### INSTRUCTIONS TO FOLLOW
Your answer must be every line of the data that holds the string "Kênh".

### PROVIDED RECORDS
#####

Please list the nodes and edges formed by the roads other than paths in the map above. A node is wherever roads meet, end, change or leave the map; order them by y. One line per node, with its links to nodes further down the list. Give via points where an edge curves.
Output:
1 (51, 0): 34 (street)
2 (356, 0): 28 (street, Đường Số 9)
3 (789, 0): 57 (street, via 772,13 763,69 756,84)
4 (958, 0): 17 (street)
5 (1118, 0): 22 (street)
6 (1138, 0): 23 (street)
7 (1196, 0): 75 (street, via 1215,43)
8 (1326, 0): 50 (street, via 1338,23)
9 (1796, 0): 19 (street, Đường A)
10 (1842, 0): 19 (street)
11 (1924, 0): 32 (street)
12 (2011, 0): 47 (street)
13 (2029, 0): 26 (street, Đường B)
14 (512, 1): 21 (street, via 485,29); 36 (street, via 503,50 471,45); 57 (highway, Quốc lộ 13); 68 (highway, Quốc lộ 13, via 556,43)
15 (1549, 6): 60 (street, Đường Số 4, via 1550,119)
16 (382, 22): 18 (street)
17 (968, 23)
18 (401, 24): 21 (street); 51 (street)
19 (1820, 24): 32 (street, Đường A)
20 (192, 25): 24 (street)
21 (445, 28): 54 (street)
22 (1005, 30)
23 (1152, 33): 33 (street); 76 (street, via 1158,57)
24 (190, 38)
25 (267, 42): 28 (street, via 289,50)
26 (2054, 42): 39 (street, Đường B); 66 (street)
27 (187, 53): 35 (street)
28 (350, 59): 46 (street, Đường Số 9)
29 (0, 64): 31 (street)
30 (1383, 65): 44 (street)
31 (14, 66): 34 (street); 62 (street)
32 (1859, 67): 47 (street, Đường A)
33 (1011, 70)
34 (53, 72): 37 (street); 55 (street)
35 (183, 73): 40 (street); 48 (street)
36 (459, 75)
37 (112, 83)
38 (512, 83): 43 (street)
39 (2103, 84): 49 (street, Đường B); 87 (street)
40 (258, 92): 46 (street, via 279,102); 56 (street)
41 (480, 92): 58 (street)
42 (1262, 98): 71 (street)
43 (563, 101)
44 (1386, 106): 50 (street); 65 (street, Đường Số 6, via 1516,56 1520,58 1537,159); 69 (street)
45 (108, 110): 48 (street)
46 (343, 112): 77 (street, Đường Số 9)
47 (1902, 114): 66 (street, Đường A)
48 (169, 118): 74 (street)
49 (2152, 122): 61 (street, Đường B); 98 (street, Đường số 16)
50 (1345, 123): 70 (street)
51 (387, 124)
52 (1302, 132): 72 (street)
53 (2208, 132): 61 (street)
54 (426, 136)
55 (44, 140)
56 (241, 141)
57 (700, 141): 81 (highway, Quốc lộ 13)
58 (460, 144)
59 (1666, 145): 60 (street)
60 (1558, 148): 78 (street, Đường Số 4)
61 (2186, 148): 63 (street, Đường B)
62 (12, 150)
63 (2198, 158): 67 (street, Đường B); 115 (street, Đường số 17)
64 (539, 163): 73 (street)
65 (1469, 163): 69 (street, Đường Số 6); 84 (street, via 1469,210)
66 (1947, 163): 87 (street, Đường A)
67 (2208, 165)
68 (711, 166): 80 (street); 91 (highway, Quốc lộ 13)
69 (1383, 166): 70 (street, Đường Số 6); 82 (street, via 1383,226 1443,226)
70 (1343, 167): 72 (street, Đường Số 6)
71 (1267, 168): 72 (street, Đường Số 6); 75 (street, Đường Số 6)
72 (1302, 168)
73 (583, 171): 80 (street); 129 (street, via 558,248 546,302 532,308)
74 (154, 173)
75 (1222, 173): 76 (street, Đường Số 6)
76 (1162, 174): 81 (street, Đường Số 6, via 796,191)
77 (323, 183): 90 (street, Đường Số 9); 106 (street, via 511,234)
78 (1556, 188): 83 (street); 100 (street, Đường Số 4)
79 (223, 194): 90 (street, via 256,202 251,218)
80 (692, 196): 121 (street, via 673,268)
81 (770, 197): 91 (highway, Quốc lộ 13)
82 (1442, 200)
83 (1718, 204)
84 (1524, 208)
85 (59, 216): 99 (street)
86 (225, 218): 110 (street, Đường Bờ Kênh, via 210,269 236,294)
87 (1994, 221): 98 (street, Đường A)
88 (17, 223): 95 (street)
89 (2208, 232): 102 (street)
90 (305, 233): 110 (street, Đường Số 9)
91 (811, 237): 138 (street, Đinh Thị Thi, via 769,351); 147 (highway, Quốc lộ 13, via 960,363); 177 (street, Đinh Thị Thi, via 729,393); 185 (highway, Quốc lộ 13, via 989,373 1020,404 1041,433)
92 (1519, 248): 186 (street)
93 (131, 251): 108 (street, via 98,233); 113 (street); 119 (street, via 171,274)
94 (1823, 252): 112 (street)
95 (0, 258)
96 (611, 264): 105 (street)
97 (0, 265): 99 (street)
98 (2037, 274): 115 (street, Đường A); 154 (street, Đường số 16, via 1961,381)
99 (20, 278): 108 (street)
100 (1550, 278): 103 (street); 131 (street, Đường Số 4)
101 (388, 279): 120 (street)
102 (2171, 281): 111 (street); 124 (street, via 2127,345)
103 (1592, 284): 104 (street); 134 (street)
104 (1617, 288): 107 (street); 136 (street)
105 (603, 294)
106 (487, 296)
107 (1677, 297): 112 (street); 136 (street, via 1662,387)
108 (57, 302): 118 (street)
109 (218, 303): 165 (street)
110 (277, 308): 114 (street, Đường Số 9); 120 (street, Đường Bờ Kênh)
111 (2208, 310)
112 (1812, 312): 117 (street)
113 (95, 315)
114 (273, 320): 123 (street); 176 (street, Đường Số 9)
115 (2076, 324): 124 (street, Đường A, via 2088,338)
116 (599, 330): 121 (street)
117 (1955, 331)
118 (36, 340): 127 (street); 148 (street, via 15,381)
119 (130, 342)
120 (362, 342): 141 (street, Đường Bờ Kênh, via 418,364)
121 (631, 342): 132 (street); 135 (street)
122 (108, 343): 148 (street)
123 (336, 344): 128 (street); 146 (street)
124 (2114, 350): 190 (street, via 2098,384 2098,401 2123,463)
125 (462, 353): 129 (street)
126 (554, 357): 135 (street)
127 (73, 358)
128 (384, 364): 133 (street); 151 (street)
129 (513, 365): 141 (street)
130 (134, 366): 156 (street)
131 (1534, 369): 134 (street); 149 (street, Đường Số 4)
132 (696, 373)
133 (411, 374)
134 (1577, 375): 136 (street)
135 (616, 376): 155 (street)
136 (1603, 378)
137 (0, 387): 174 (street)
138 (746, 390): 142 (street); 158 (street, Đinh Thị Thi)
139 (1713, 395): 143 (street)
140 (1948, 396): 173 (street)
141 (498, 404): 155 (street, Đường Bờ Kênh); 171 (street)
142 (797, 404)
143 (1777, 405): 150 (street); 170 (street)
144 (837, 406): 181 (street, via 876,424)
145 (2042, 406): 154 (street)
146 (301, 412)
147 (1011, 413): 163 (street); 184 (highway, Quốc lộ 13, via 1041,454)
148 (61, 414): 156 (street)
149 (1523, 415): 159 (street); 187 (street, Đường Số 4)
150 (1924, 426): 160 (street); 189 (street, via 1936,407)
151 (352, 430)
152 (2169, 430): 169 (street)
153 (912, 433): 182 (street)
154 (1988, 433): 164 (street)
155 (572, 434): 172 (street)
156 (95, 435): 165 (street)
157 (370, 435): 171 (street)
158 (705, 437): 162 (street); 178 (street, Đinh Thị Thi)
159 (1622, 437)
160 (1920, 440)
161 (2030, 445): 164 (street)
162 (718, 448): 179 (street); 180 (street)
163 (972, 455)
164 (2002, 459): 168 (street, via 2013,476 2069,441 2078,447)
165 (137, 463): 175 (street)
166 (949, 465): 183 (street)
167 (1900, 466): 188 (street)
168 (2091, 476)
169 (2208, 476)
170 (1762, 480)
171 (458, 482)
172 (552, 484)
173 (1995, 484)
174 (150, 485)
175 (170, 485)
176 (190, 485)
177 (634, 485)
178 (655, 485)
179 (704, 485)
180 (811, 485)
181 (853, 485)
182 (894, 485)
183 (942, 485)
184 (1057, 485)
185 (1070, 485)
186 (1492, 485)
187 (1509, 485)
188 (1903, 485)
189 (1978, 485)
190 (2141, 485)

#####

### REPLY TO THE EXERCISE
86 (225, 218): 110 (street, Đường Bờ Kênh, via 210,269 236,294)
110 (277, 308): 114 (street, Đường Số 9); 120 (street, Đường Bờ Kênh)
120 (362, 342): 141 (street, Đường Bờ Kênh, via 418,364)
141 (498, 404): 155 (street, Đường Bờ Kênh); 171 (street)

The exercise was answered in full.